The present study involved the design and synthesis of a novel series of thiazole derivatives 3, 5, 7, 8, 10–13 having various heterocyclic scaffolds, including pyrazole, pyridine, and/or pyrimidine. Upon screening of their antiproliferative efficacy, pyrazolo[3,4-b]pyridine 5a,b and pyrimidine 10a,b, afforded excellent activity against cancerous HepG-2 and MCF-7 cell lines with safety borders against normal human diploid cell line WI-38 comparing with doxorubicin and erlotinib. Then, their impact upon the apoptotic indicators; caspase-3, Bax and Bcl-2 was assessed.
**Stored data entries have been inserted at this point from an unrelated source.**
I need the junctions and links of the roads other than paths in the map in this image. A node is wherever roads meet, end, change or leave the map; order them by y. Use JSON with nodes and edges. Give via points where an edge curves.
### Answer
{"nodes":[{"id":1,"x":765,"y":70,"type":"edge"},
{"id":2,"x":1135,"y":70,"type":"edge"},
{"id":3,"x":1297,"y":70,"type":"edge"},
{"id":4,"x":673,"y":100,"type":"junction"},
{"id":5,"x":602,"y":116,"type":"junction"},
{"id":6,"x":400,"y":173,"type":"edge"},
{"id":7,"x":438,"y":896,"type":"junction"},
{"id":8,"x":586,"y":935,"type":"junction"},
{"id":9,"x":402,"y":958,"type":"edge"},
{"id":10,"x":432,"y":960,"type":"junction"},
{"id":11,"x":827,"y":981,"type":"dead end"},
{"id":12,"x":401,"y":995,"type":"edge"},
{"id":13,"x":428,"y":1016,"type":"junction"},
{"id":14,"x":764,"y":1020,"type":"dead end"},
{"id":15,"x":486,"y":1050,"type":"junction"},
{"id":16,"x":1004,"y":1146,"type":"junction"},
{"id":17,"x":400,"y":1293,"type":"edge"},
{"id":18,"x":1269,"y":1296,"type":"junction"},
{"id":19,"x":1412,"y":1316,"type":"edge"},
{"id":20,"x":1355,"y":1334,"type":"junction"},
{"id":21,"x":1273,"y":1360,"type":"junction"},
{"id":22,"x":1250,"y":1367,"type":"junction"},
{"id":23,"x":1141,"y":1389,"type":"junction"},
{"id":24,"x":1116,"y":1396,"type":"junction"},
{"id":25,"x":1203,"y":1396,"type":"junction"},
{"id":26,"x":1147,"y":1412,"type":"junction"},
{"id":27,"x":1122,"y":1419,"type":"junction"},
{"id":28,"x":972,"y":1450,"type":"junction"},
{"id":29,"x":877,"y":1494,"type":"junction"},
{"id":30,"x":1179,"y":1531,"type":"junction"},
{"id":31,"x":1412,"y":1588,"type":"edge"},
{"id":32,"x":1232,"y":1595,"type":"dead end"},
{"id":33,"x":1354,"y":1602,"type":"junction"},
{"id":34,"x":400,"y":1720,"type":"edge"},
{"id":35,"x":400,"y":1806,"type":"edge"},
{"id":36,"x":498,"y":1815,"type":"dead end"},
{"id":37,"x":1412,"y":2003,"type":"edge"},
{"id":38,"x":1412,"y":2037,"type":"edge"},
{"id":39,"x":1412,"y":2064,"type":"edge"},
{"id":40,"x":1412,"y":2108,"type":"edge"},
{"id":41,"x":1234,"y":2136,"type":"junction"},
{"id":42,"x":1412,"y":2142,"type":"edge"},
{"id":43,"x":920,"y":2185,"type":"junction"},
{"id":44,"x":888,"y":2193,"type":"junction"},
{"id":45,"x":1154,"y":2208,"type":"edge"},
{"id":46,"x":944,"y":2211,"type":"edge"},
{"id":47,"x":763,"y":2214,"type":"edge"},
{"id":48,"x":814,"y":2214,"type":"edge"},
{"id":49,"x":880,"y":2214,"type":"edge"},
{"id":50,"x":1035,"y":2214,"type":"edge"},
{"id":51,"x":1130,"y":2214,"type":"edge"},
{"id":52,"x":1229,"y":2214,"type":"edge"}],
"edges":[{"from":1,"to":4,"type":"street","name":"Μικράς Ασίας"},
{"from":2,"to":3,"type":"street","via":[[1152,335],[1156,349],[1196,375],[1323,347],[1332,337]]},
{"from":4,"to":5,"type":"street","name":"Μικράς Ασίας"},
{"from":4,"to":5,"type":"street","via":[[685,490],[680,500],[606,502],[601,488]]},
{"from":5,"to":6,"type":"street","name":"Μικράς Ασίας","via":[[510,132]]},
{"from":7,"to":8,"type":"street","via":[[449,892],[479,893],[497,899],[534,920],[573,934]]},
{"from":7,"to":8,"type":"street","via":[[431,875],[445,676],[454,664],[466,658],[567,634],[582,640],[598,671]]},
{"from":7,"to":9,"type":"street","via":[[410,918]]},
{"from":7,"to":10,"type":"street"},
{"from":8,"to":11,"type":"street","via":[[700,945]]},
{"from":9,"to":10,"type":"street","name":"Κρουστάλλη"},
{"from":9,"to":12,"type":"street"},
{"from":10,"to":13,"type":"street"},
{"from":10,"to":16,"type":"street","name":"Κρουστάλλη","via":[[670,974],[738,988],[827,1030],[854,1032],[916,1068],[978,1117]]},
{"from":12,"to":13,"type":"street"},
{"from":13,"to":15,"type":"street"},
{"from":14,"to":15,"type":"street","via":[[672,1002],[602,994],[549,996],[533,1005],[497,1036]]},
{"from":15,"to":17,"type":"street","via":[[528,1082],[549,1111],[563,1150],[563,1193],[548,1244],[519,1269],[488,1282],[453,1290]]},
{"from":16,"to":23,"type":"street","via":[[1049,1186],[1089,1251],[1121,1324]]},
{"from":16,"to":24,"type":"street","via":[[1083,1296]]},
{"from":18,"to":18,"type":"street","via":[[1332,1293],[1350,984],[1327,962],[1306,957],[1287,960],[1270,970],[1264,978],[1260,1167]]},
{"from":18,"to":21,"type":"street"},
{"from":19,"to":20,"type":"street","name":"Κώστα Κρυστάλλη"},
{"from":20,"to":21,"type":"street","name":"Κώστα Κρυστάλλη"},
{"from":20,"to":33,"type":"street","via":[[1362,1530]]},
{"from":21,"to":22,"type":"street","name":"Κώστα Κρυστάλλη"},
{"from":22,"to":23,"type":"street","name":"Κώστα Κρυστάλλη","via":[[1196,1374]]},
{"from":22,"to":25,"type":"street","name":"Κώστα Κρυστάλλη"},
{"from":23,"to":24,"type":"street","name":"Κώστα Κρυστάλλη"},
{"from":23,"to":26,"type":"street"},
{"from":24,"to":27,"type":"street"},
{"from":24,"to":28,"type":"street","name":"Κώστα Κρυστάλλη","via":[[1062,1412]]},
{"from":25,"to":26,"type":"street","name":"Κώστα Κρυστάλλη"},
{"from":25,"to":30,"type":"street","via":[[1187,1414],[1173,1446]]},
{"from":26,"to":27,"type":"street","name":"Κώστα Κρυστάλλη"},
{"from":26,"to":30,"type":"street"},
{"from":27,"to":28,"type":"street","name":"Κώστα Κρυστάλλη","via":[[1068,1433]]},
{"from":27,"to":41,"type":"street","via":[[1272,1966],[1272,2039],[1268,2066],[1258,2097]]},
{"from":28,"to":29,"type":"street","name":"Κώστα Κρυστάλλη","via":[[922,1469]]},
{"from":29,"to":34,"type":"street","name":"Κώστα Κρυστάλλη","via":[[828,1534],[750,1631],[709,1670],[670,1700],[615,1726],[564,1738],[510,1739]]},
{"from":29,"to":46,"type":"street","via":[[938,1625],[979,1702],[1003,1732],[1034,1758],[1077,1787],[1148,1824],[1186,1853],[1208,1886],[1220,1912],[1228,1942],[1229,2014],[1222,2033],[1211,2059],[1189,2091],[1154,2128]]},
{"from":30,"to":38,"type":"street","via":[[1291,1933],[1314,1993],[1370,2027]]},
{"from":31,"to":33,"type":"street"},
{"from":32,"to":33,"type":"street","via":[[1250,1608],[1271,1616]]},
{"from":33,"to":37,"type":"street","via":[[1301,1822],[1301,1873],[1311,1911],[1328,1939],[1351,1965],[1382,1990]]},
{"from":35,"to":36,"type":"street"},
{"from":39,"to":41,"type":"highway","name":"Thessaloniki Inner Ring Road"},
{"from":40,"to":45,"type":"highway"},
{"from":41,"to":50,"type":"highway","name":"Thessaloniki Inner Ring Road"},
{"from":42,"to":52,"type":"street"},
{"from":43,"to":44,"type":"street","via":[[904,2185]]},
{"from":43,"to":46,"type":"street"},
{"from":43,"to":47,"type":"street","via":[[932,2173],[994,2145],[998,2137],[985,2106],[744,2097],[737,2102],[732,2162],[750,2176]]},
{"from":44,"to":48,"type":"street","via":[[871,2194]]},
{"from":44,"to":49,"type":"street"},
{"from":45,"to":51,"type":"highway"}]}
Regarding to antimicrobial activities, all screened Gram-positive and Gram-negative bacteria and fungal strains except Candida albicans, were effectively inhibited by the thiazole moiety bearing pyrazolo[3,4-b]pyridine 5a,b and pyrimidine 10a,b. Additionally, thiazole-pyrazolo[3,4-b]pyridine 5b exhibited remarkable and superior inhibitory properties against EGFR and E. coli DNA gyrase (IC50 = 0.3‏5 ± 0.‏25 and ‏‏2‏‏‏.55‏ ± 0.03 µM, respectively) in comparison with references erlotinib and novobiocin (IC50 = 0.27 ± 0.02 and 3.78 ± 0.02 µM, respectively). In order to provide improved optimization and rationalization of effective novel anticancer and antimicrobial leads, in silico ADMET and docking investigations were ultimately constructed.